_Task to carry out_
Pictures are to be left out, and the rest of the records reproduced exactly.

** Opening Data extracts block **

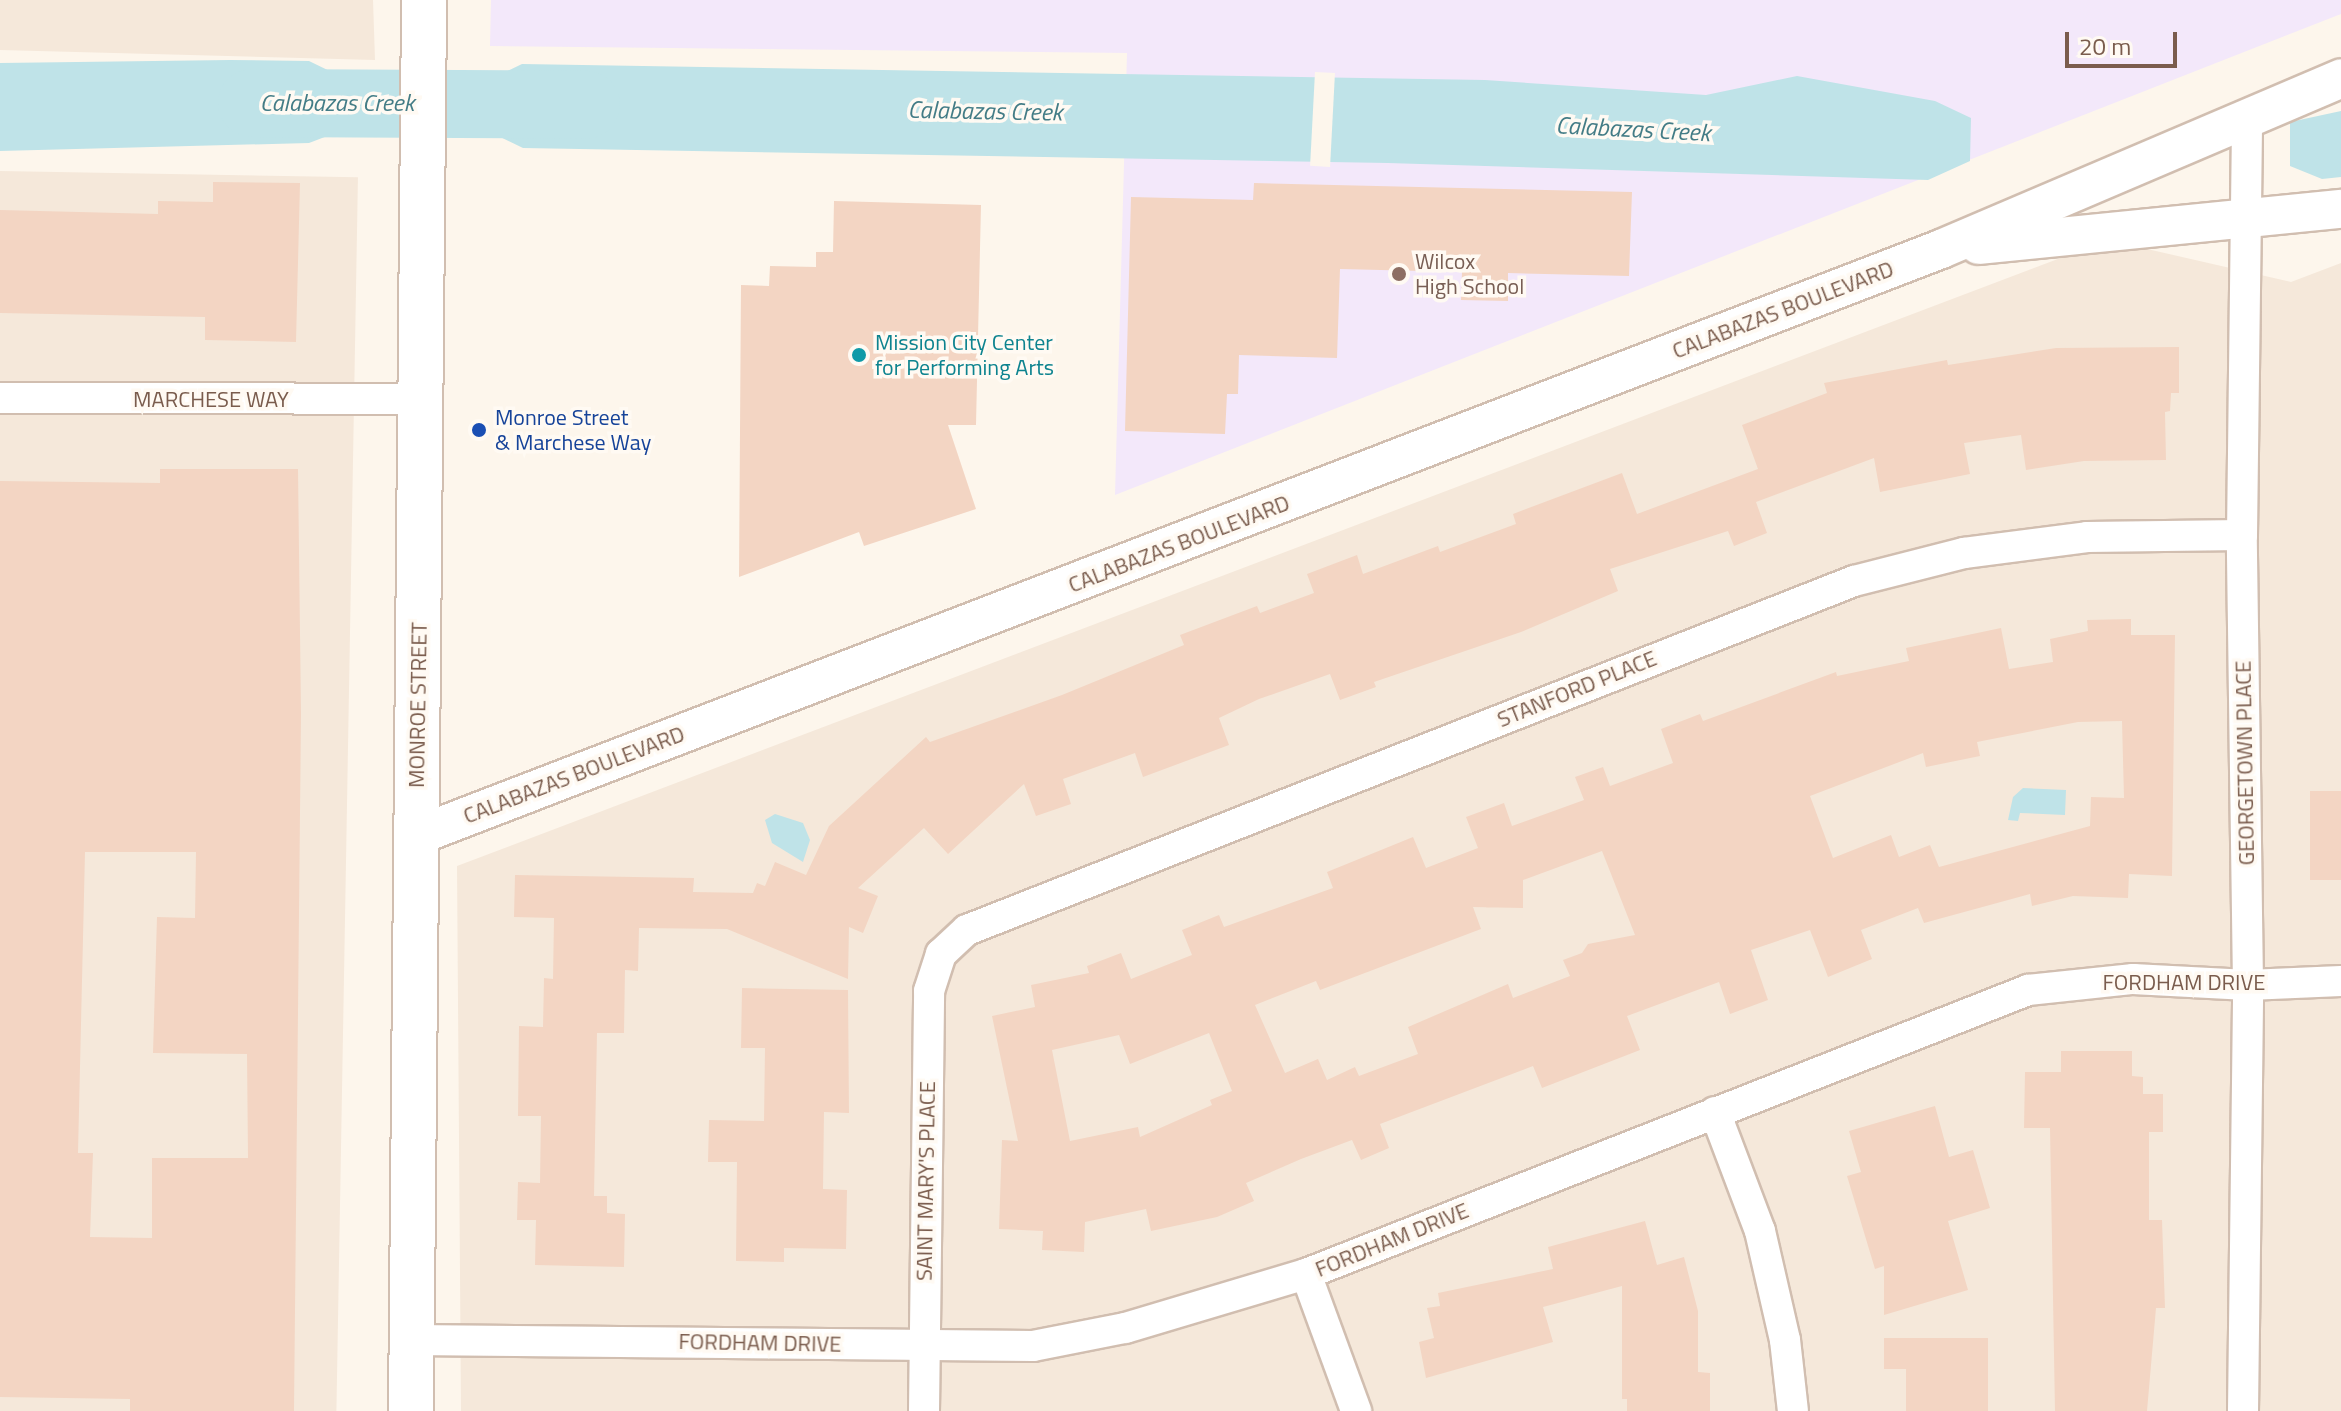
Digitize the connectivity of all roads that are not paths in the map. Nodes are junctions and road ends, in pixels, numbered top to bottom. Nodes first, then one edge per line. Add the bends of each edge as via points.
1 (424, 0) edge
2 (2341, 78) edge
3 (2247, 116) junction
4 (2341, 209) edge
5 (2248, 216) junction
6 (1941, 249) junction
7 (0, 398) edge
8 (423, 399) junction
9 (2242, 535) junction
10 (416, 836) junction
11 (941, 954) joint
12 (2341, 981) edge
13 (2248, 985) junction
14 (1715, 1112) junction
15 (1306, 1274) junction
16 (411, 1340) junction
17 (925, 1346) junction
18 (411, 1411) edge
19 (924, 1411) edge
20 (1356, 1411) edge
21 (1793, 1411) edge
22 (2243, 1411) edge

1 - 8 main road, MONROE STREET
2 - 3 street, CALABAZAS BOULEVARD
3 - 5 street, GEORGETOWN PLACE
3 - 6 street, CALABAZAS BOULEVARD
4 - 5 street, CALABAZAS BOULEVARD
5 - 6 street, CALABAZAS BOULEVARD
5 - 9 street, GEORGETOWN PLACE
6 - 10 street, CALABAZAS BOULEVARD
7 - 8 street, MARCHESE WAY
8 - 10 main road, MONROE STREET
9 - 11 street, STANFORD PLACE via 2087,537 1964,553 1854,581 967,930
9 - 13 street, GEORGETOWN PLACE
10 - 16 main road, MONROE STREET
11 - 17 street, SAINT MARY'S PLACE via 929,991
12 - 13 street, FORDHAM DRIVE
13 - 14 street, FORDHAM DRIVE via 2133,979 2028,990
13 - 22 street, GEORGETOWN PLACE
14 - 15 street, FORDHAM DRIVE
14 - 21 street via 1760,1231 1785,1340
15 - 17 street, FORDHAM DRIVE via 1109,1331 1033,1346
15 - 20 street
16 - 17 street, FORDHAM DRIVE
16 - 18 main road, MONROE STREET
17 - 19 street, SAINT MARY'S PLACE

** Closing Data extracts block **

_Solution below_
Digitize the connectivity of all roads that are not paths in the map. Nodes are junctions and road ends, in pixels, numbered top to bottom. Nodes first, then one edge per line. Add the bends of each edge as via points.
1 (424, 0) edge
2 (2341, 78) edge
3 (2247, 116) junction
4 (2341, 209) edge
5 (2248, 216) junction
6 (1941, 249) junction
7 (0, 398) edge
8 (423, 399) junction
9 (2242, 535) junction
10 (416, 836) junction
11 (941, 954) joint
12 (2341, 981) edge
13 (2248, 985) junction
14 (1715, 1112) junction
15 (1306, 1274) junction
16 (411, 1340) junction
17 (925, 1346) junction
18 (411, 1411) edge
19 (924, 1411) edge
20 (1356, 1411) edge
21 (1793, 1411) edge
22 (2243, 1411) edge

1 - 8 main road, MONROE STREET
2 - 3 street, CALABAZAS BOULEVARD
3 - 5 street, GEORGETOWN PLACE
3 - 6 street, CALABAZAS BOULEVARD
4 - 5 street, CALABAZAS BOULEVARD
5 - 6 street, CALABAZAS BOULEVARD
5 - 9 street, GEORGETOWN PLACE
6 - 10 street, CALABAZAS BOULEVARD
7 - 8 street, MARCHESE WAY
8 - 10 main road, MONROE STREET
9 - 11 street, STANFORD PLACE via 2087,537 1964,553 1854,581 967,930
9 - 13 street, GEORGETOWN PLACE
10 - 16 main road, MONROE STREET
11 - 17 street, SAINT MARY'S PLACE via 929,991
12 - 13 street, FORDHAM DRIVE
13 - 14 street, FORDHAM DRIVE via 2133,979 2028,990
13 - 22 street, GEORGETOWN PLACE
14 - 15 street, FORDHAM DRIVE
14 - 21 street via 1760,1231 1785,1340
15 - 17 street, FORDHAM DRIVE via 1109,1331 1033,1346
15 - 20 street
16 - 17 street, FORDHAM DRIVE
16 - 18 main road, MONROE STREET
17 - 19 street, SAINT MARY'S PLACE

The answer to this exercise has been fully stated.